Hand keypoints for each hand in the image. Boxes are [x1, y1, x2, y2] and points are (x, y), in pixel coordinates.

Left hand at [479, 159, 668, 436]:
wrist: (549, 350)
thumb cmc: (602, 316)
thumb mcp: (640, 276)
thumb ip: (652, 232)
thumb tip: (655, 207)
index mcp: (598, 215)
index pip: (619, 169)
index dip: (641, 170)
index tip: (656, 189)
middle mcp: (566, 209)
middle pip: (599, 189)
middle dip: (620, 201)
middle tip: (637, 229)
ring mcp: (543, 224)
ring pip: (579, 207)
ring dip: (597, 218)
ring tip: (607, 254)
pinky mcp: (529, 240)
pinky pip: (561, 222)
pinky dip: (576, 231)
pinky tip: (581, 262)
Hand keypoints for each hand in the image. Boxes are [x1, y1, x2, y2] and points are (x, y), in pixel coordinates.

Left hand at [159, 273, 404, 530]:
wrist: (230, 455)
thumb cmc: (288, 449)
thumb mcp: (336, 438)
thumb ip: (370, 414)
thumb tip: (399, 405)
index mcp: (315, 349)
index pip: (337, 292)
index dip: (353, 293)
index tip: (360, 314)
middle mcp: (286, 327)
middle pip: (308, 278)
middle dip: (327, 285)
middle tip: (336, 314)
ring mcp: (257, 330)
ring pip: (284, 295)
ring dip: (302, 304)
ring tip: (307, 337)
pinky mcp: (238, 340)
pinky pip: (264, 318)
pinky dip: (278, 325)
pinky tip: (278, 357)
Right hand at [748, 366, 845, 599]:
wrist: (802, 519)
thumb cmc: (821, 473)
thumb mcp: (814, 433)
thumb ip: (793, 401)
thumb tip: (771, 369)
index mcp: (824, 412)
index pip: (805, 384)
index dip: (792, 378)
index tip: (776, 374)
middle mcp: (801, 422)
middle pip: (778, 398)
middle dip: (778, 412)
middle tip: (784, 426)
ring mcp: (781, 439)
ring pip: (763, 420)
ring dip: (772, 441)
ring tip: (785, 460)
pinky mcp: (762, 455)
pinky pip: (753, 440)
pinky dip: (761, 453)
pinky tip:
☆ ☆ ☆
- Task statement -
Using the entries above, give again each line from the one containing "middle pip: (778, 398)" through the last line, exactly and only those.

- Exercise solution -
middle pip: (778, 398)
middle dip: (778, 412)
middle tip: (784, 426)
ring mcp: (781, 439)
ring pip: (763, 420)
ring dip: (772, 441)
ring tip: (785, 460)
pinky mcp: (762, 455)
pinky pip: (753, 440)
pinky dip: (761, 453)
pinky tip:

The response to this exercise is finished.